VERBAL なぜ米エリート証券マンからラッパーに?編集委員 小林明

――なぜ「m‐flo」や「VERBAL」という名前にしたのですか。

「英語と日本語を混ぜた音楽はそれまでなかったし、どうせならインパクトがある名前にしたかった。そこで、宇宙から飛んできた隕石(いんせき)という英語の『meteorite』と『media』を組み合わせた造語に、流れるという意味の『flow』を付けた『mediarite‐flow』としてみた。しかし、音楽事務所の社長から『それでは長すぎるよ』と言われたので、『m‐flo』に変えました。あえて『w』を取ったのは単純に格好いいと思ったからです。一方、自分の名前の『VERBAL』は言葉で人に伝える仕事なのでそう付けました。ただややこしいのは、日本ではバーバル、米国ではヴァーボウ、韓国ではボボル、イタリアではヴェルバルなどと発音が国ごとにかなり違うこと。世界で通用しにくい名前なので、今更ながら少し後悔しています」

――英語は子どものころから不自由なく話せたんですか。

「小学校から高校まで東京のインターナショナルスクールに通っていたので話せました。ただ日本で話している英語はニュアンスやリズム感が多少違っていて通じないこともある。授業で習っている英語は実際に米国で話されている英語とは少し違うんです。特に黒人から『Yo!』などと話しかけられると、その勢いにこちらが負けてしまう。東部や西部、南部の間では文化の違いもあって、言葉の意味が理解できないことも結構ありました。しかもスラングだと何を話しているのかさっぱり分からない。だから、最初に耳が慣れるまでは大変でしたね。いまでも打ち合わせで特殊ななまりがある英語圏の人などと話していると、適当に相づちを打っていますが、半分くらいしか内容が分からないことがあります」

多様性のある世界の英語、日本・東京を活動拠点にする魅力とは?

――世界のあちこちで活動していますが、活動拠点としての日本や東京の魅力は何でしょうか。

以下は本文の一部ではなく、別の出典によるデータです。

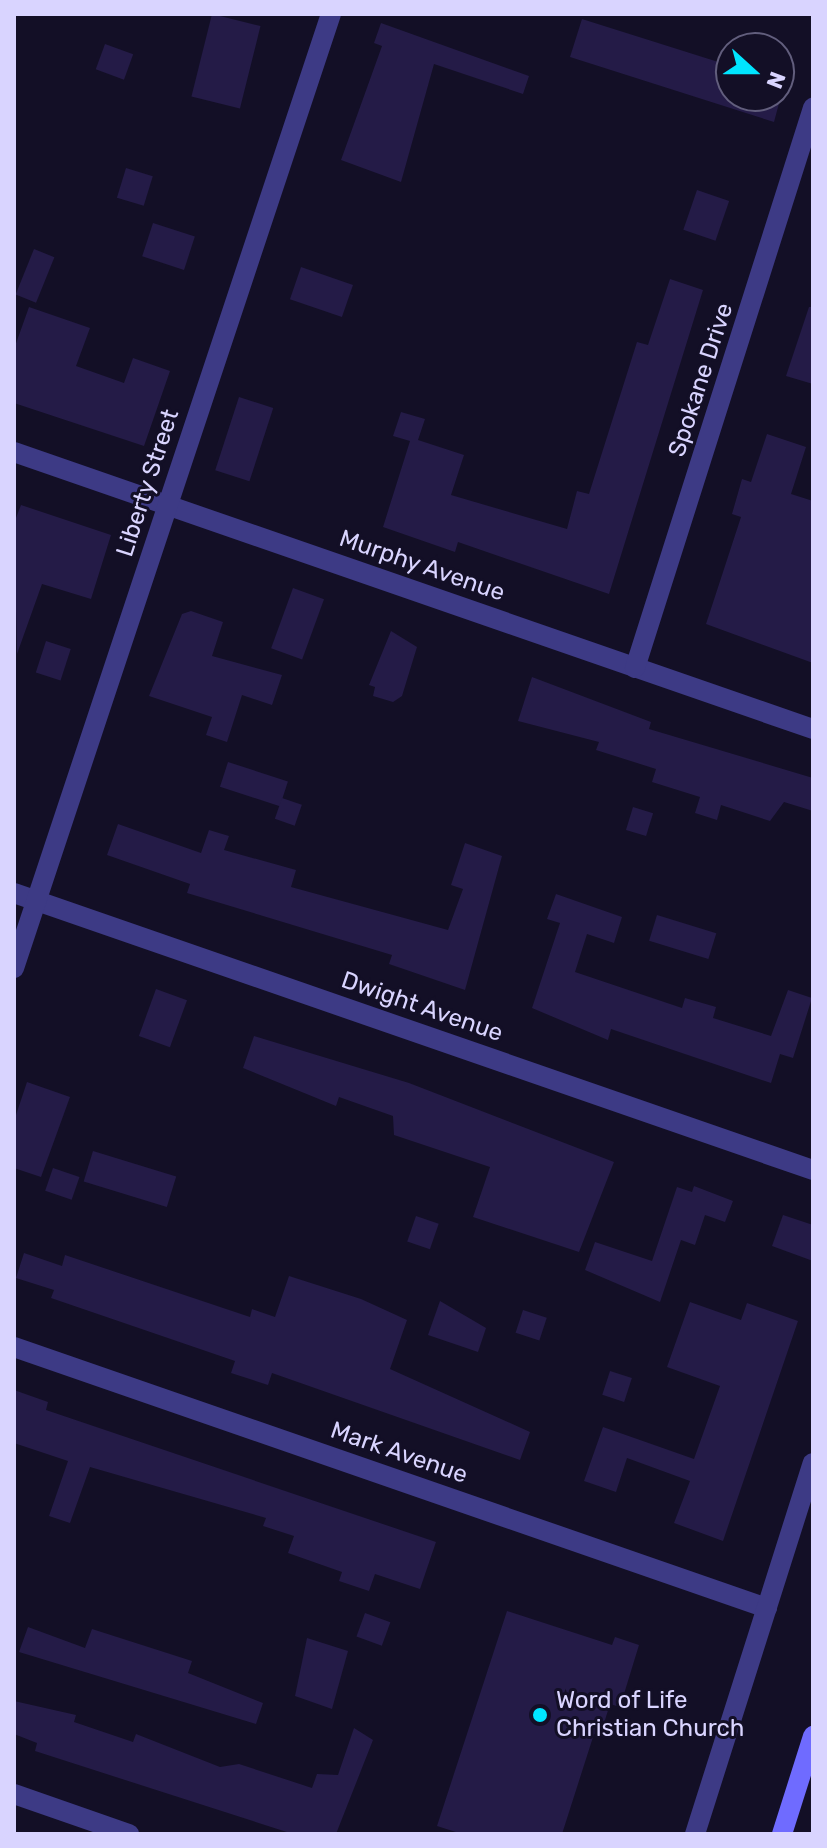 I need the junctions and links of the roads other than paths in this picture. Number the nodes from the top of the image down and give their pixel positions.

ベルギーで開催された世界最大級のEDMフェス「Tomorrowland」に参加したVERBALさん(左、2017年7月23日)

「世界の中心と言ったら大げさかもしれませんが、日本のようにルールが多いのに、何でもありという国はとても少ないと思います。オタクという言葉が生まれたくらい、あらゆる分野のスペシャリストがひしめいている。アート界ではイラストレーターの空山基さんのようなすごい芸術家がリスペクトされているし、京都には長い歴史を持つ着物の職人さんもいる。美意識もクオリティーも高い。掘れば掘るほど深い。海外から戻ってくると、そういうすごさを改めて実感します。中国でも韓国でも、そこまで感じることはありません」

「東京・原宿の歩行者天国を歩くとよく分かりますが、昔はロカビリーのダンスを踊っている人もいれば、ブレイクダンスをしている人もいたし、いまではスケートボードをしている人もいれば、ゴスロリの格好している人もいる。まったくごちゃごちゃだけど、音楽もファッションも美術もすべてが混在する面白さがある。それが原宿のエネルギー。世界の多くのクリエーターがヒントや着想が欲しくて東京に頻繁に来ます。僕も東京で育ったので『格好良くて刺激的だったら何でもありじゃないか』という自由な発想がある。今後も自分のこういう部分は大切にしたい。そんな風土があるからこそ、日本ではユニークな文化が開花するのかなと感じています」

――今後、どういう方向を目指すつもりですか。

「この年齢までラップをしているなんて、まさか夢にも思っていませんでした。だから、そこに可能性を感じます。20歳代は目先のことを追っているだけで精いっぱい。最高のラッパーになろうということしか考えていなかった。30歳代はいろいろと起業して、ビジネスとかテクノロジーに興味が広がった。いまは誰に向かってクリエーションをしているのか、再び原点を問い直しているところ。クリエーティブなことにさらにドップリと漬かってみたい。好きなことに絞って仕事をしていれば、そこに広がりがあるし、もっと深い世界を追求できる。そんな気持ちで仕事をしています」

VERBAL(バーバル)
ラッパー、プロデューサー、DJ、デザイナー。1975年東京生まれ。東京・世田谷のセント・メリーズ・インターナショナル・スクールを経て、米ボストン・カレッジ卒(経済学・哲学専攻)。米証券会社スミス・バーニーなどに勤めた後、98年に音楽グループ「m‐flo」を結成し、「come again」「miss you」など多くの楽曲をヒットさせる。2014年にEXILEのリーダー、HIROさんの呼びかけでMAKIDAIさん、DJ DARUMAさんらとクリエーティブユニット「PKCZ(R)」を結成。